Do lado extremamente técnico, Rashid cativa pela entonação. Em seus vocais, consegue alternar fácil entre o êxtase e a calma e ir do sorriso à fúria, sem soar agressivo, tampouco manso. Existe ali uma característica que, independente da entonação, você consegue sentir o sorriso do otimismo e o gás de quem sabe que está em ascensão.
Ouvir Rashid é uma experiência que passa da barreira do estilo. As batidas produzidas reúnem mixes de diferentes instrumentos e gêneros e que, assim como nas terras do Tio Sam, você consegue imaginá-lo fácil compondo faixas com grupos de rock, de pop e até de samba. Aliás, eu já imagino assim há muito tempo e apenas espero pelo momento em que isso finalmente aconteça.
Com o lançamento da nova faixa e dos últimos singles, há indícios de um novo e arrasador álbum por aí, tão bom quanto Confundido Sábios e Que Assim Seja foram.
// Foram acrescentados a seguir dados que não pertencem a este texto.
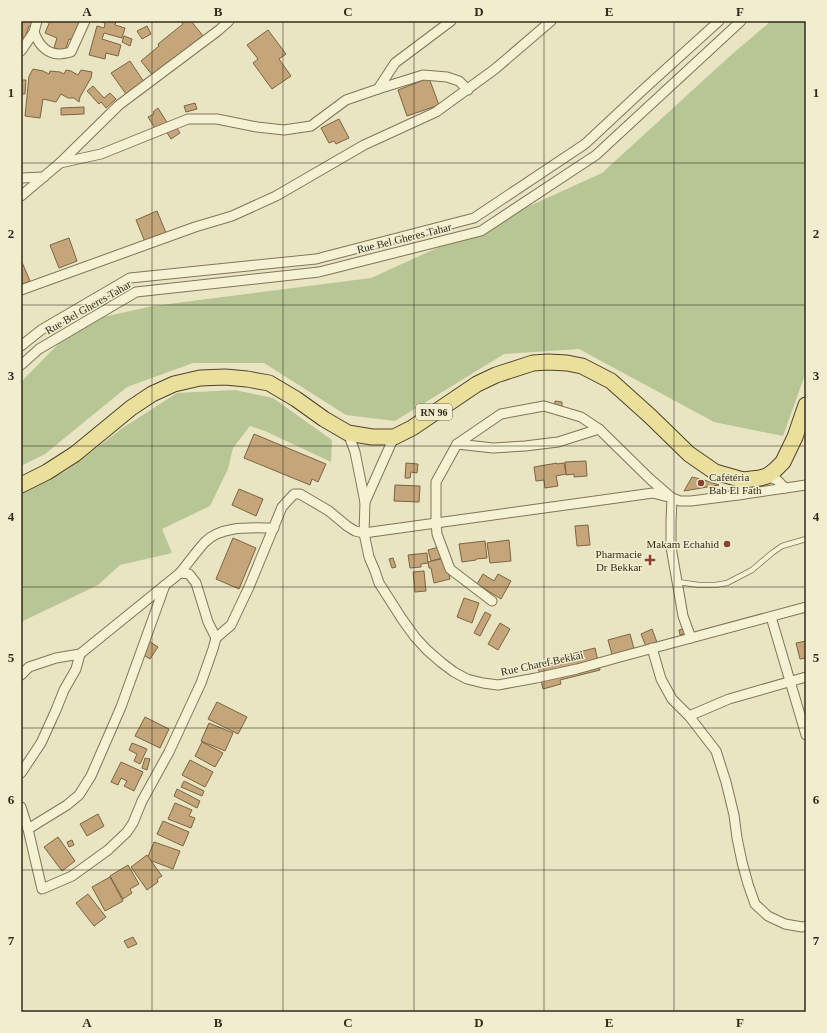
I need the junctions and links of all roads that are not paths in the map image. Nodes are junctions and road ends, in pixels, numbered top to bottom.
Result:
1 (37, 21) edge
2 (85, 21) edge
3 (229, 21) edge
4 (451, 21) edge
5 (552, 21) edge
6 (719, 21) edge
7 (741, 21) edge
8 (35, 36) junction
9 (21, 51) edge
10 (378, 89) junction
11 (468, 90) junction
12 (60, 163) junction
13 (44, 176) junction
14 (21, 178) edge
15 (21, 196) edge
16 (21, 290) edge
17 (21, 347) edge
18 (39, 349) junction
19 (21, 365) edge
20 (806, 405) edge
21 (599, 429) junction
22 (348, 433) junction
23 (394, 437) junction
24 (456, 444) junction
25 (772, 478) junction
26 (650, 479) junction
27 (806, 479) edge
28 (744, 480) junction
29 (21, 485) edge
30 (802, 486) edge
31 (785, 488) junction
32 (653, 493) junction
33 (738, 495) junction
34 (367, 498) junction
35 (674, 502) junction
36 (436, 522) junction
37 (274, 528) junction
38 (364, 533) junction
39 (806, 539) edge
40 (180, 573) junction
41 (678, 582) junction
42 (165, 585) junction
43 (492, 601) dead end
44 (806, 607) edge
45 (771, 617) junction
46 (216, 638) junction
47 (691, 638) junction
48 (652, 648) junction
49 (80, 654) junction
50 (21, 675) edge
51 (806, 677) edge
52 (790, 681) junction
53 (689, 716) junction
54 (806, 735) edge
55 (21, 773) edge
56 (21, 807) edge
57 (28, 830) junction
58 (806, 926) edge

1 - 8 street
2 - 8 street
3 - 12 street
4 - 10 street
5 - 11 street
6 - 17 street, Rue Bel Gheres Tahar
7 - 18 street, Rue Bel Gheres Tahar
8 - 9 street
10 - 11 street
10 - 12 street
11 - 16 street
12 - 13 street
13 - 14 street
13 - 15 street
17 - 18 street
18 - 19 street, Rue Bel Gheres Tahar
20 - 25 main road
21 - 24 street
21 - 24 street
21 - 26 street
22 - 23 main road, RN 96
22 - 29 main road, RN 96
22 - 34 street
23 - 28 main road, RN 96
23 - 34 street, Rue Charef Bekkai
24 - 36 street
25 - 28 main road, RN 96
25 - 31 street
26 - 32 street
26 - 35 street
27 - 30 lane
28 - 33 street
30 - 31 street
31 - 33 street
32 - 35 street
32 - 36 street
33 - 35 street
34 - 38 street, Rue Charef Bekkai
35 - 41 street
36 - 38 street
36 - 43 street
37 - 38 street
37 - 40 street
37 - 46 street
38 - 48 street, Rue Charef Bekkai
39 - 41 lane
40 - 42 street
40 - 46 street
41 - 47 street
42 - 49 street
42 - 57 street
44 - 45 street, Rue Charef Bekkai
45 - 47 street, Rue Charef Bekkai
45 - 52 street
46 - 57 street
47 - 48 street, Rue Charef Bekkai
48 - 53 street
49 - 50 street
49 - 55 street
51 - 52 street
52 - 53 street
52 - 54 street
53 - 58 street
56 - 57 street

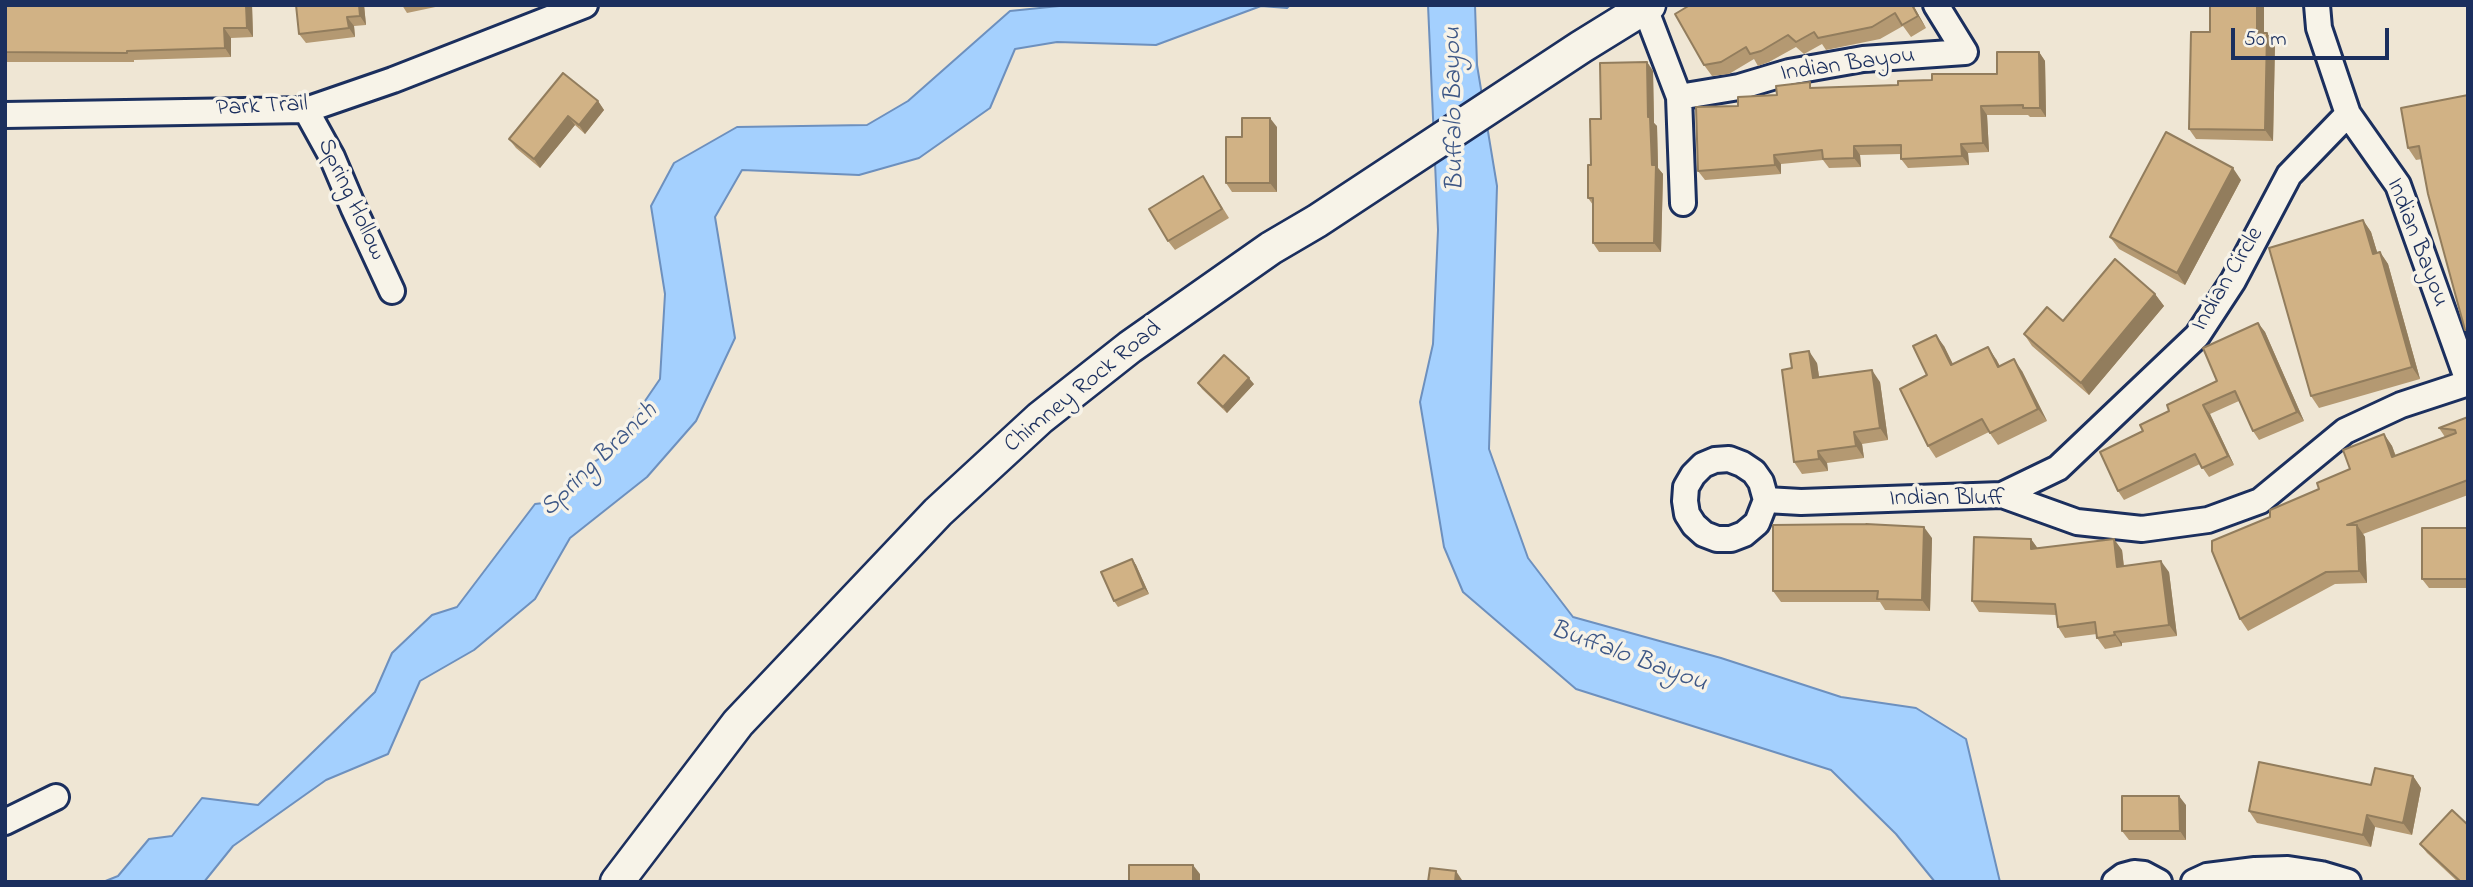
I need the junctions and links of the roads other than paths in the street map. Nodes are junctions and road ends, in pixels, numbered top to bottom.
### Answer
1 (585, 5) edge
2 (1936, 5) edge
3 (2317, 5) edge
4 (1647, 6) edge
5 (1679, 97) junction
6 (306, 110) junction
7 (2348, 114) junction
8 (5, 115) edge
9 (1683, 203) dead end
10 (392, 291) dead end
11 (2468, 382) edge
12 (2002, 495) junction
13 (1766, 500) dead end
14 (2208, 520) joint
15 (56, 797) dead end
16 (5, 822) edge
17 (617, 882) edge
18 (2115, 882) edge
19 (2158, 882) edge
20 (2194, 882) edge
21 (2348, 882) edge

1 - 6 street, Park Trail
2 - 5 street, Indian Bayou
3 - 7 street
4 - 5 street
4 - 17 main road, Chimney Rock Road
5 - 9 street
6 - 8 street, Park Trail
6 - 10 street, Spring Hollow
7 - 11 street, Indian Bayou
7 - 12 street, Indian Circle
11 - 14 street, Indian Bayou
12 - 13 street, Indian Bluff
12 - 14 street, Indian Bluff
15 - 16 street
18 - 19 street
20 - 21 street

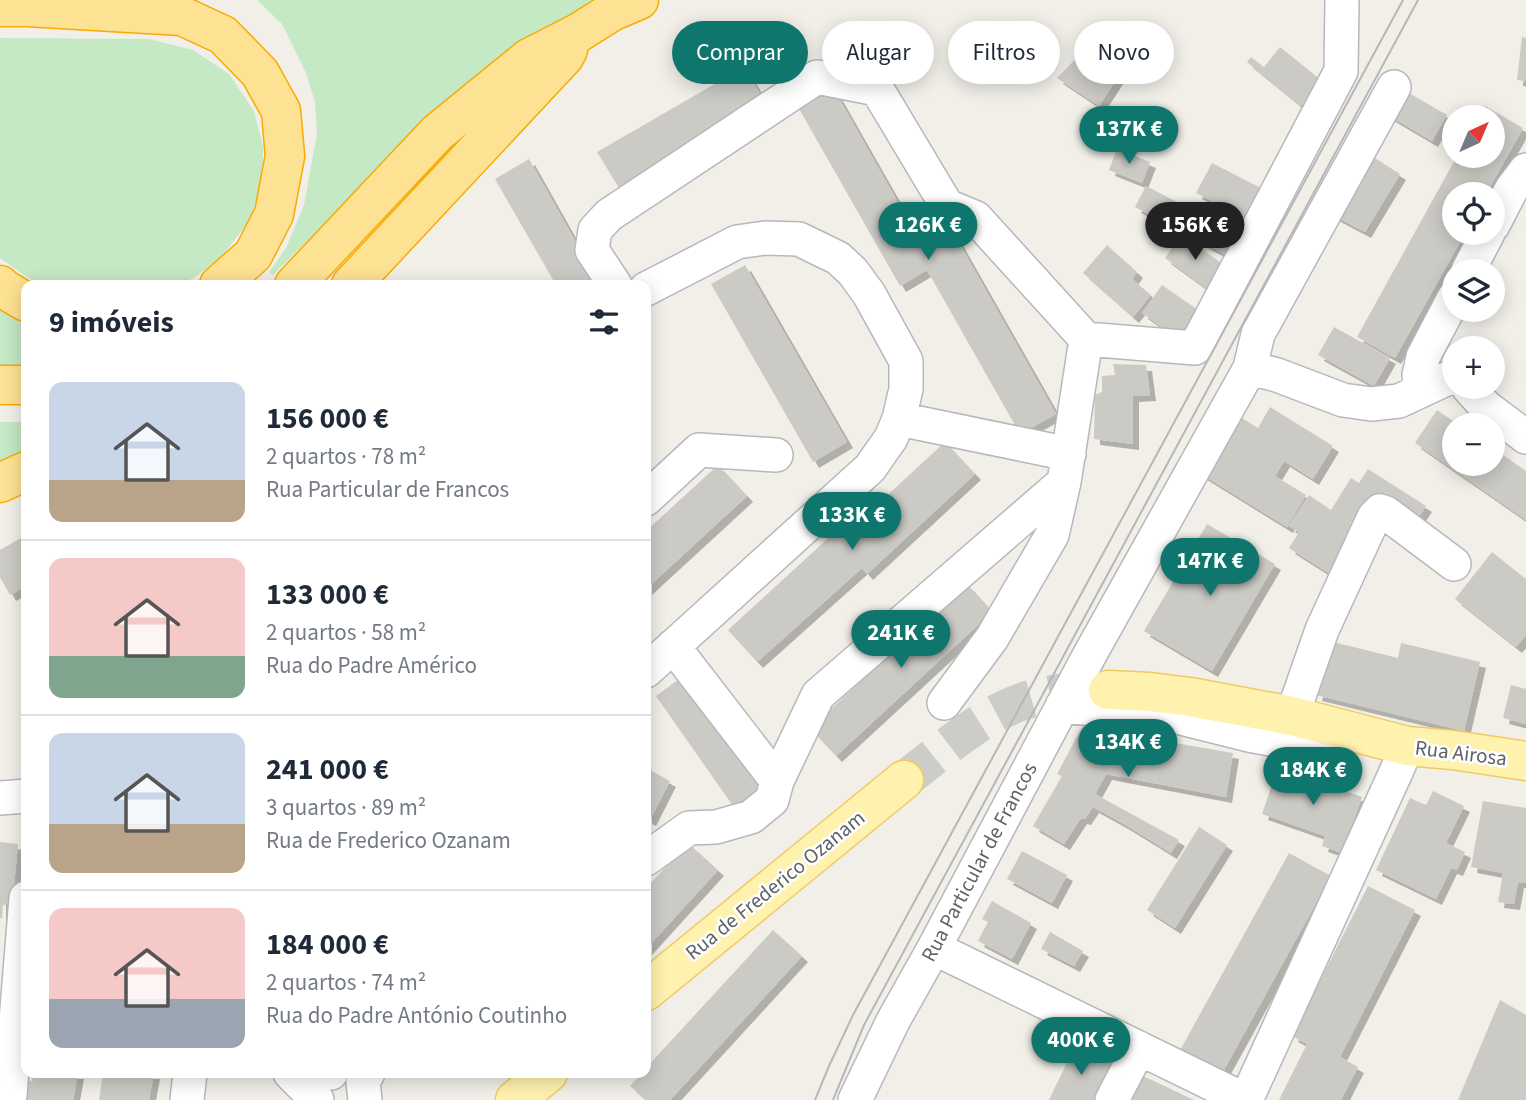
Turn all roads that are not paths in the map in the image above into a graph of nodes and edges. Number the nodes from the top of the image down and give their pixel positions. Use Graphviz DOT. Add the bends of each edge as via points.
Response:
graph roads {
  1 [pos="639,0"];
  2 [pos="1342,1"];
  3 [pos="0,7"];
  4 [pos="578,33"];
  5 [pos="1394,87"];
  6 [pos="1526,170"];
  7 [pos="1505,202"];
  8 [pos="225,280"];
  9 [pos="299,280"];
  10 [pos="356,280"];
  11 [pos="612,280"];
  12 [pos="0,285"];
  13 [pos="651,286"];
  14 [pos="21,299"];
  15 [pos="1442,321"];
  16 [pos="1086,339"];
  17 [pos="1250,368"];
  18 [pos="1442,381"];
  19 [pos="21,385"];
  20 [pos="0,386"];
  21 [pos="1410,396"];
  22 [pos="1479,399"];
  23 [pos="899,419"];
  24 [pos="1526,437"];
  25 [pos="776,455"];
  26 [pos="1067,468"];
  27 [pos="21,473"];
  28 [pos="0,482"];
  29 [pos="651,494"];
  30 [pos="1454,564"];
  31 [pos="673,646"];
  32 [pos="651,666"];
  33 [pos="1108,690"];
  34 [pos="944,703"];
  35 [pos="1062,706"];
  36 [pos="1292,716"];
  37 [pos="1346,730"];
  38 [pos="1407,746"];
  39 [pos="1526,761"];
  40 [pos="904,780"];
  41 [pos="777,781"];
  42 [pos="21,796"];
  43 [pos="0,798"];
  44 [pos="651,855"];
  45 [pos="934,948"];
  46 [pos="21,960"];
  47 [pos="651,987"];
  48 [pos="1139,1048"];
  49 [pos="189,1078"];
  50 [pos="295,1078"];
  51 [pos="365,1078"];
  52 [pos="542,1078"];
  53 [pos="7,1100"];
  54 [pos="187,1100"];
  55 [pos="317,1100"];
  56 [pos="365,1100"];
  57 [pos="516,1100"];
  58 [pos="855,1100"];
  59 [pos="1112,1100"];
  60 [pos="1246,1100"];
  1 -- 4 [label="highway"];
  2 -- 16 [label="street" via="1341,71 1195,348"];
  3 -- 8 [label="highway" via="182,16 223,35 260,73 281,111 285,156 274,214 253,255"];
  4 -- 9 [label="highway" via="529,58 437,134"];
  4 -- 10 [label="highway" via="564,57"];
  5 -- 17 [label="street, Rua Particular de Francos" via="1258,334"];
  6 -- 7 [label="street"];
  11 -- 16 [label="street" via="592,250 595,230 609,215 817,77 877,89 947,206 976,218"];
  12 -- 14 [label="highway"];
  13 -- 23 [label="street" via="737,242 799,239 838,258 869,294 906,361"];
  15 -- 21 [label="street"];
  16 -- 26 [label="street"];
  17 -- 21 [label="street" via="1343,400 1371,404"];
  17 -- 35 [label="street, Rua Particular de Francos"];
  18 -- 21 [label="street"];
  19 -- 20 [label="highway"];
  22 -- 24 [label="street"];
  23 -- 26 [label="street"];
  23 -- 31 [label="street" via="870,468"];
  25 -- 29 [label="street" via="699,450"];
  26 -- 34 [label="street" via="1052,535 992,638"];
  26 -- 41 [label="street" via="818,695"];
  27 -- 28 [label="highway"];
  30 -- 36 [label="street" via="1380,511 1322,630"];
  31 -- 32 [label="street"];
  31 -- 41 [label="street"];
  33 -- 36 [label="main road, Rua Airosa" via="1176,695"];
  35 -- 37 [label="street" via="1177,717 1323,749"];
  35 -- 45 [label="street, Rua Particular de Francos"];
  36 -- 37 [label="main road, Rua Airosa"];
  37 -- 38 [label="main road, Rua Airosa"];
  38 -- 39 [label="main road, Rua Airosa"];
  38 -- 60 [label="street"];
  40 -- 47 [label="main road, Rua de Frederico Ozanam"];
  41 -- 44 [label="street" via="772,800 751,817 716,827 689,828"];
  42 -- 43 [label="street"];
  45 -- 48 [label="street"];
  45 -- 58 [label="street, Rua Particular de Francos"];
  46 -- 53 [label="street"];
  48 -- 59 [label="street"];
  48 -- 60 [label="street"];
  49 -- 54 [label="street"];
  50 -- 55 [label="street"];
  51 -- 56 [label="street"];
  52 -- 57 [label="main road"];
}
Em resumo, o Rashid artístico é uma das novas vozes e que deu ao seu estilo uma nova cara, mesmo sempre deixando claro suas raízes e influências, enquanto em sua filosofia e identidade, leva a todos os seus fãs as mensagens de superação e de perseguição aos próprios sonhos, sempre da melhor maneira. E que, passando por cima de opiniões contra ou a favor da sua música, merece uma salva de palmas por representar a alma e essência do rap.
Rashid é um artista completo, que tem muito para nos trazer em seus próximos trabalhos e que não deve nada para ninguém mesmo, nem a gringos e nem a locais. Enquanto isso, ficamos no aguardo tocando sem parar as mixtapes mais antigas, que são excelentes.
Porque, como ele mesmo diria em “R.A.P.”, quando muita coisa ainda não veio, o rap já estava lá.